All these purple chevrons on this map are sites that we're aware of that are being built to have GMP production capabilities for theranostic isotopes. And, you know, the nice thing about this industry is that it tends to innovate and build out infrastructure. So we know we're going to have many more sites that can manufacture drug. We know we're getting many more sites that can administer drug to patient. We currently have a reimbursement environment that supports that, and now we have to think about how do we grow and what happens next. So there are some considerations to think through, is how do we treat all the medical waste that comes from all these procedures? We think that short-lived isotopes actually do have some benefits to the overall system if that happens.

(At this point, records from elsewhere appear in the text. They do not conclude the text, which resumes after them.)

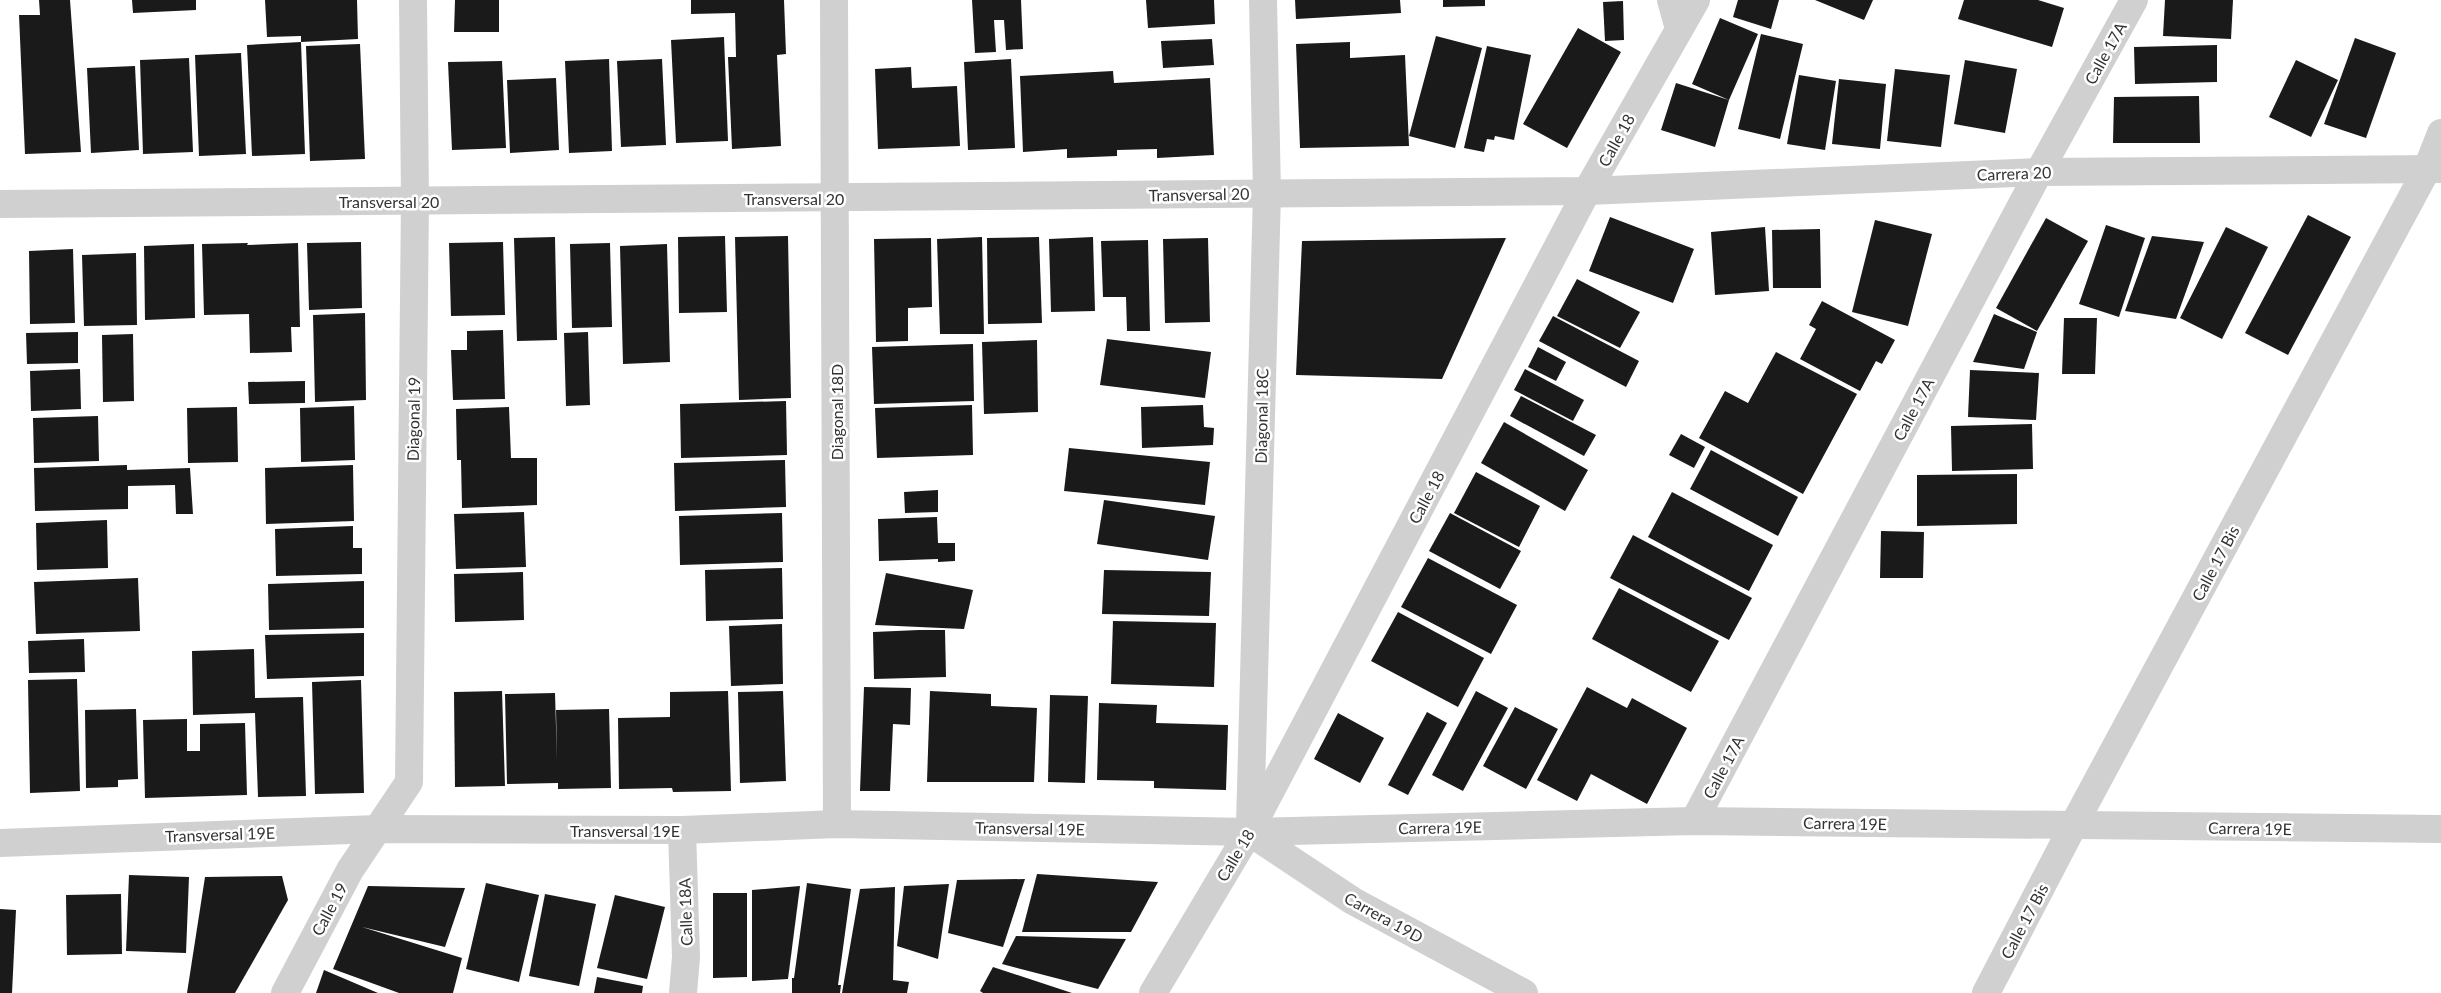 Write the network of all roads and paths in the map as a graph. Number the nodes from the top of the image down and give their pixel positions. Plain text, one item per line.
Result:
1 (413, 0) edge
2 (834, 0) edge
3 (1263, 0) edge
4 (1670, 0) edge
5 (1696, 0) edge
6 (2134, 0) edge
7 (1679, 29) junction
8 (2441, 133) edge
9 (2434, 169) edge
10 (2039, 172) junction
11 (1588, 191) junction
12 (1267, 193) junction
13 (836, 197) junction
14 (415, 200) junction
15 (0, 204) edge
16 (1694, 821) junction
17 (837, 824) junction
18 (2073, 826) junction
19 (378, 829) junction
20 (2441, 829) edge
21 (682, 830) junction
22 (1249, 832) junction
23 (0, 838) edge
24 (0, 843) edge
25 (285, 993) edge
26 (683, 993) edge
27 (1153, 993) edge
28 (1524, 993) edge
29 (1986, 993) edge

1 - 14 street, Diagonal 19
2 - 13 street, Diagonal 18D
3 - 12 street, Diagonal 18C
4 - 7 street
5 - 7 street, Calle 18
6 - 10 street, Calle 17A
7 - 11 street, Calle 18
8 - 9 street, Calle 17 Bis
9 - 10 street, Carrera 20
9 - 18 street, Calle 17 Bis
10 - 11 street, Carrera 20
10 - 16 street, Calle 17A
11 - 12 street, Transversal 20
11 - 22 street, Calle 18
12 - 13 street, Transversal 20
12 - 22 street, Diagonal 18C
13 - 14 street, Transversal 20
13 - 17 street, Diagonal 18D
14 - 15 street, Transversal 20
14 - 19 street, Diagonal 19
16 - 18 street, Carrera 19E
16 - 22 street, Carrera 19E
17 - 21 street, Transversal 19E
17 - 22 street, Transversal 19E
18 - 20 street, Carrera 19E
18 - 29 street, Calle 17 Bis
19 - 21 street, Transversal 19E
19 - 24 street, Transversal 19E
19 - 25 street, Calle 19
21 - 26 street, Calle 18A
22 - 27 street, Calle 18
22 - 28 street, Carrera 19D
23 - 24 street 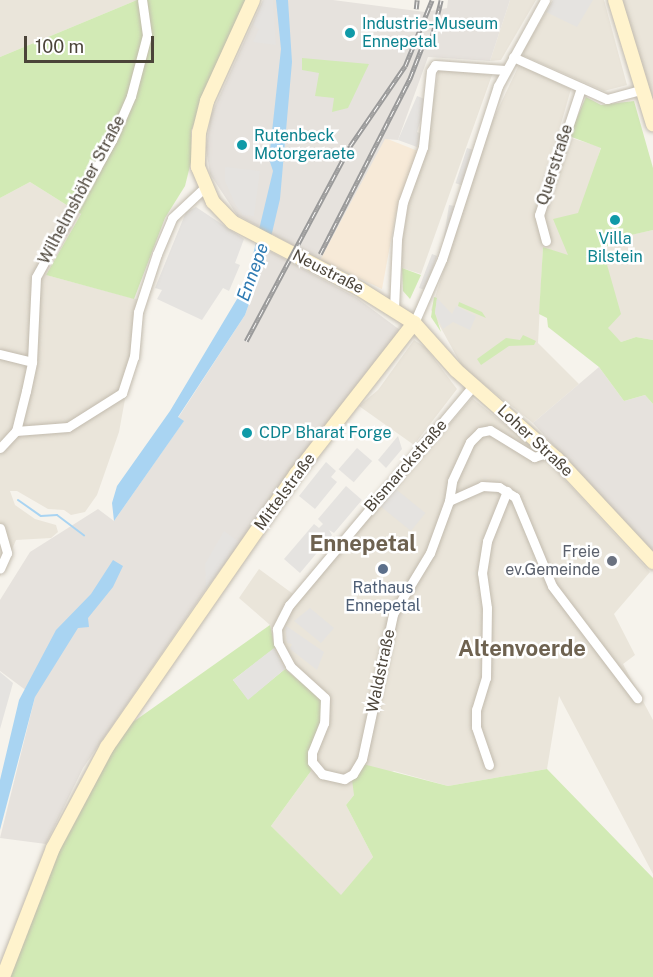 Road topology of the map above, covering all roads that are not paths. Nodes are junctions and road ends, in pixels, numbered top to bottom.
1 (142, 0) edge
2 (253, 0) edge
3 (545, 0) edge
4 (615, 0) edge
5 (513, 57) junction
6 (506, 70) junction
7 (581, 88) junction
8 (641, 90) junction
9 (652, 116) edge
10 (205, 187) junction
11 (546, 241) dead end
12 (394, 309) junction
13 (414, 323) junction
14 (0, 354) edge
15 (32, 362) junction
16 (473, 386) junction
17 (16, 431) junction
18 (0, 448) edge
19 (550, 452) junction
20 (507, 491) junction
21 (449, 501) junction
22 (0, 528) edge
23 (653, 562) edge
24 (0, 569) edge
25 (290, 666) joint
26 (637, 698) dead end
27 (489, 765) dead end
28 (3, 977) edge

1 - 15 street, Wilhelmshöher Straße
2 - 10 street, Neustraße
3 - 5 street, Mittelstraße
4 - 8 street
5 - 6 street, Mittelstraße
5 - 7 street
6 - 12 street
6 - 13 street, Mittelstraße
7 - 8 street
7 - 11 street, Querstraße
8 - 9 street
10 - 12 street, Neustraße
10 - 17 street
12 - 13 street, Neustraße
13 - 16 street, Loher Straße
13 - 28 street, Mittelstraße
14 - 15 street
15 - 17 street, Wilhelmshöher Straße
16 - 19 street, Loher Straße
16 - 25 street, Bismarckstraße
17 - 18 street
19 - 21 street, Waldstraße
19 - 23 street, Loher Straße
20 - 21 street
20 - 26 street
20 - 27 street
21 - 25 street, Waldstraße
22 - 24 street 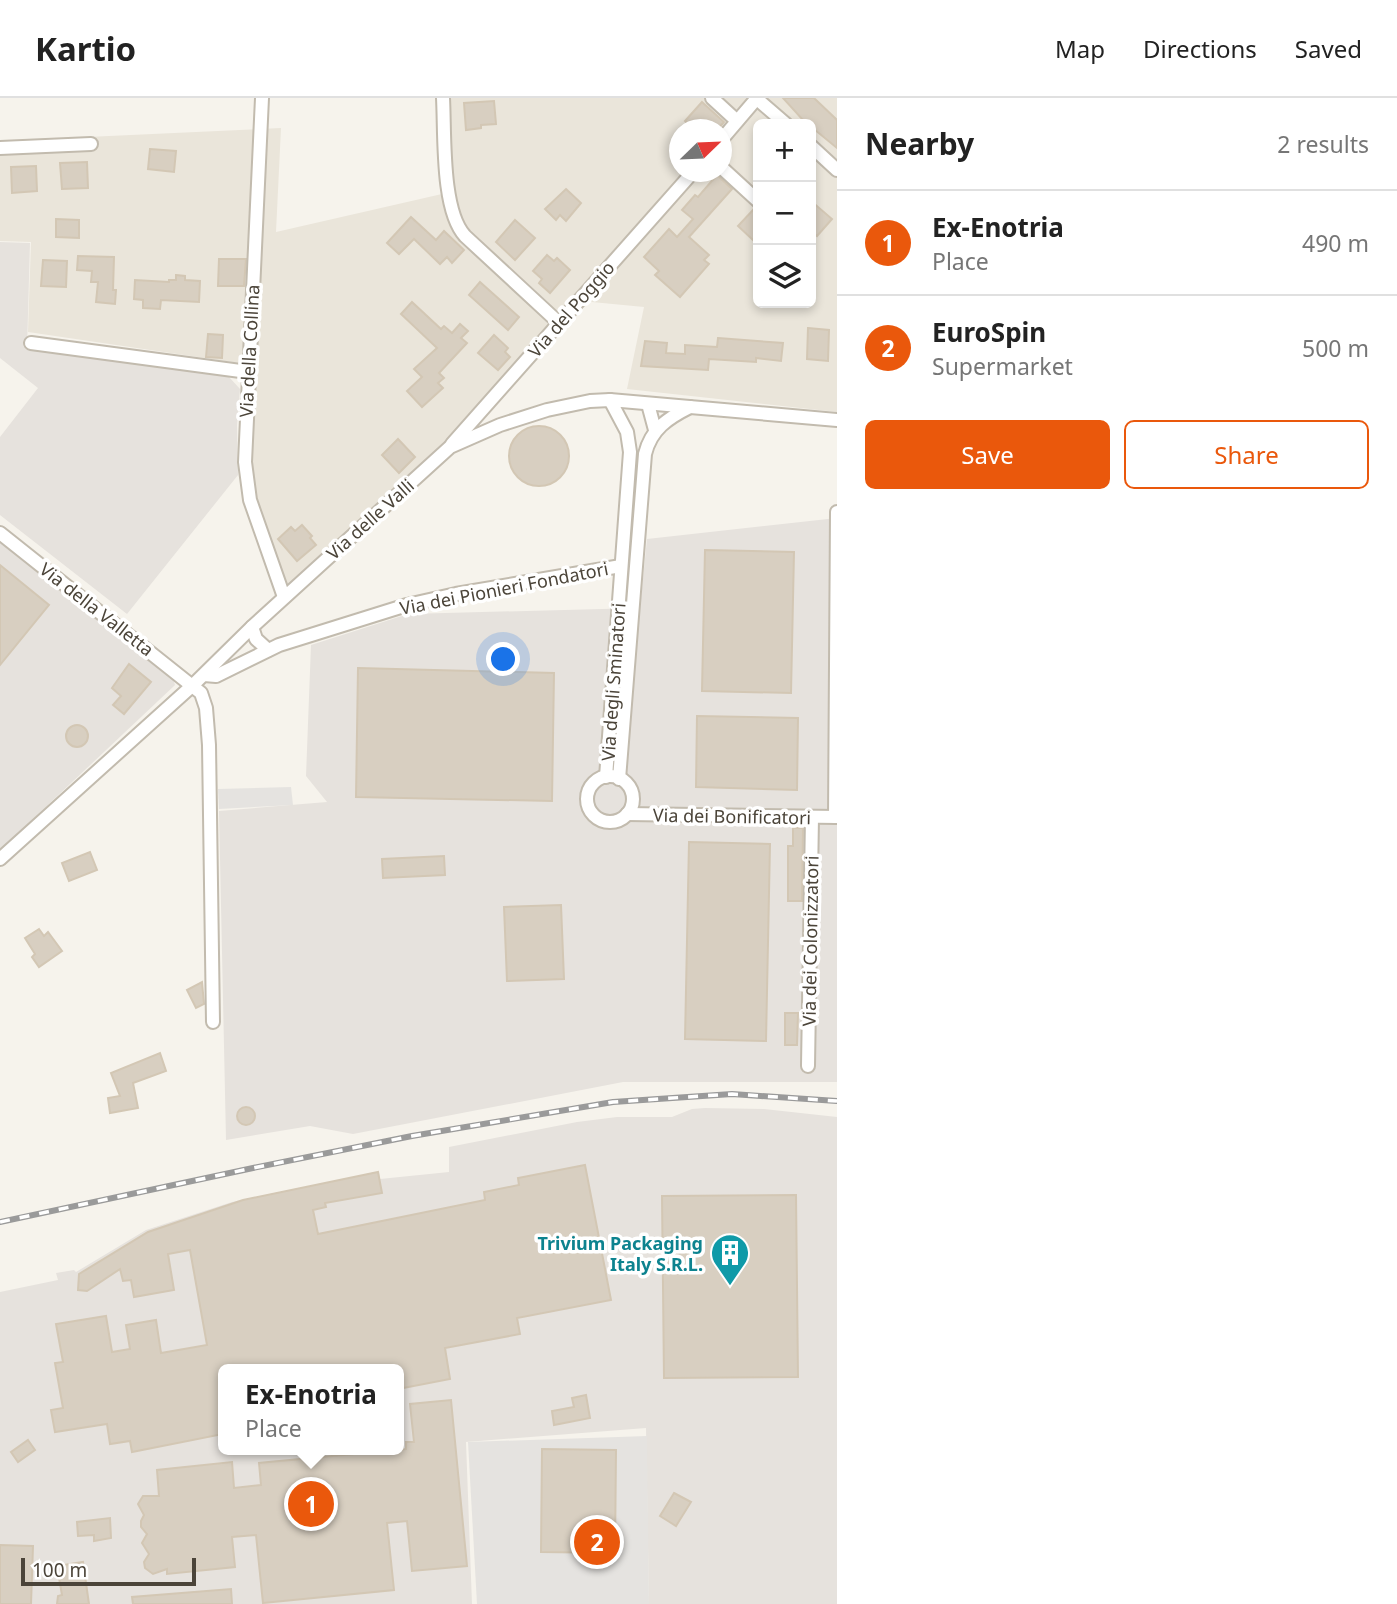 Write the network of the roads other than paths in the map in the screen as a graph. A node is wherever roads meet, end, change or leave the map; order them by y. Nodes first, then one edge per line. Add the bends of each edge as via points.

We see that with the growth of more and more tumors being targeted, that opens up a lot more opportunities to treat and distribute. It's really important to, to have access to as many patients as possible, so I think a single site that can only produce compounds with a few-minute half-life isn't really reasonable and helpful, and therefore, things with distribution, possible half-lives, really win out here as the patients get access to more and more technology.

Speaker 2

Okay, great. I think we're out of time here. Thank you to Thijs and Annie for your time today and hosting this wonderful discussion with us.

Thijs Spoor
CEO, Perspective Therapeutics

Great. Well, Louise, thank you for hosting us, and we really appreciate the questions and the insight.